[Stored items]
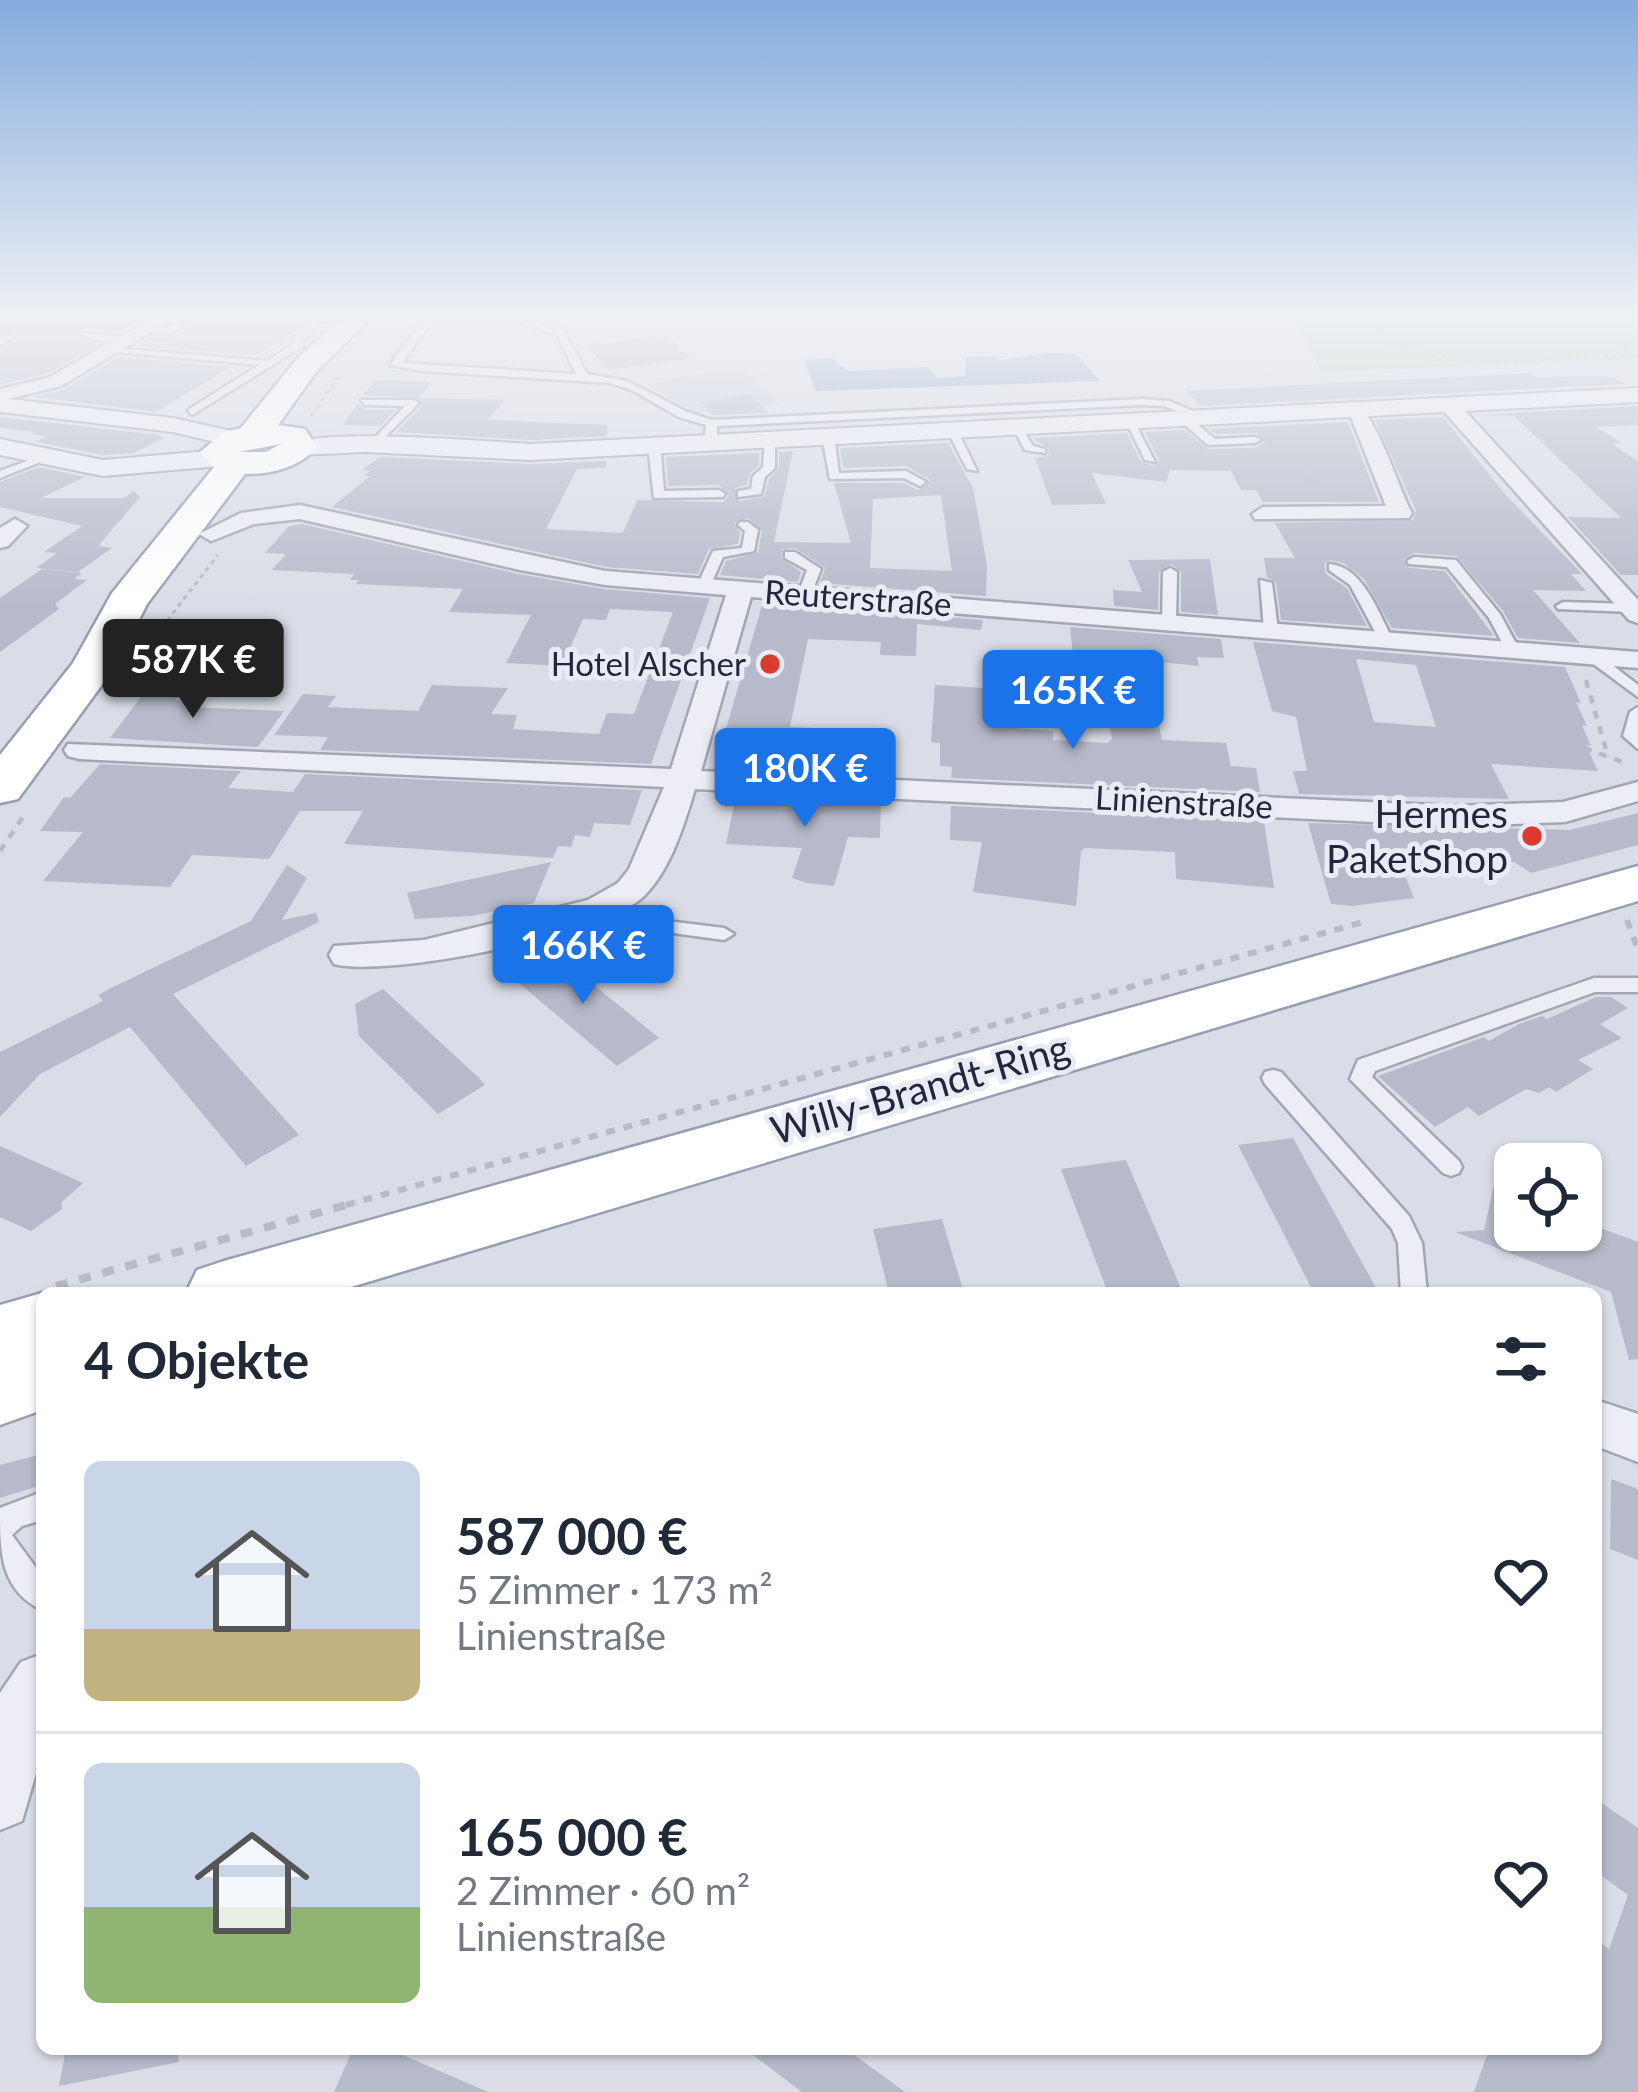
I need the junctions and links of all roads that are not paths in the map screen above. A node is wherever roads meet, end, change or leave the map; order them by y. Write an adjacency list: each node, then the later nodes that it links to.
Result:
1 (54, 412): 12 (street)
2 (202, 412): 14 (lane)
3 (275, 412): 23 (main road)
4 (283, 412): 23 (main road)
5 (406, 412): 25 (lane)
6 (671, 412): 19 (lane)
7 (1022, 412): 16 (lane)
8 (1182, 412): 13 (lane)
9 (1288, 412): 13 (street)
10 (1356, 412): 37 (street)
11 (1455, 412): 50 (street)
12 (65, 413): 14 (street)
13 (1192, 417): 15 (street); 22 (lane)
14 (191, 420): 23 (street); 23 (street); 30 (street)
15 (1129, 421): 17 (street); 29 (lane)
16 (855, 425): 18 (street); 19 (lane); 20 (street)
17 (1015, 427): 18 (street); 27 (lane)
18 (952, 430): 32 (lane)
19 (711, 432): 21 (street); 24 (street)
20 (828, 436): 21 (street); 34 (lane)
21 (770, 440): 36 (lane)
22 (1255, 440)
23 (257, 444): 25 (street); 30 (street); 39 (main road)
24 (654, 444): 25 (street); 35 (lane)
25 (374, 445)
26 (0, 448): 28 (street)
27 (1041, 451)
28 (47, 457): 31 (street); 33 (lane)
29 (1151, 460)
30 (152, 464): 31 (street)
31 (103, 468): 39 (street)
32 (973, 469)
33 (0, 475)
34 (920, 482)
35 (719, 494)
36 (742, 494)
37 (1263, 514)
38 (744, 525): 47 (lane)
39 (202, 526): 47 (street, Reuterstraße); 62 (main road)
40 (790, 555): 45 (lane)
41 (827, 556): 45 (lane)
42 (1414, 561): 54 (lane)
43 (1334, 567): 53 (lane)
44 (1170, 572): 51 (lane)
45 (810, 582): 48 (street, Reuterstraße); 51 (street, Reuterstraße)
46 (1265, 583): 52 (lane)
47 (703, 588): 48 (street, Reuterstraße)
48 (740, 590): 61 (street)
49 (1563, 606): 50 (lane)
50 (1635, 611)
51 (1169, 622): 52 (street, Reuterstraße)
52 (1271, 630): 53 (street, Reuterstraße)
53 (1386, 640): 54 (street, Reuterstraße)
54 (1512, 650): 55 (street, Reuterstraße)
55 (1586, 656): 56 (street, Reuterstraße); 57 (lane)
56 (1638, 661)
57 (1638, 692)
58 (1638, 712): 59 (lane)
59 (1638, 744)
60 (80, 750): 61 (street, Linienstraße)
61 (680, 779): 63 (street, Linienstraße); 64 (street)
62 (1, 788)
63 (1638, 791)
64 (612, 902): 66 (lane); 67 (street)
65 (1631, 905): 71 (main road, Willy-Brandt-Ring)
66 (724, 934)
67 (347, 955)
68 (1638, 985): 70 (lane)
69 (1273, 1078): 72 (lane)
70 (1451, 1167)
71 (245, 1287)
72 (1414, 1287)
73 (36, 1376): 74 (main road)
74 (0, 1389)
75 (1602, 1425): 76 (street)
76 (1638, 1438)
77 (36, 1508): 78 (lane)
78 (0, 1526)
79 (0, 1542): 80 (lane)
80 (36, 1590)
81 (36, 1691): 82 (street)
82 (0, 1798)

TASK -
Looking at the records above, work out how many lines include the word "main", then give that number by itself.

SOLUTION TO THIS TASK -
6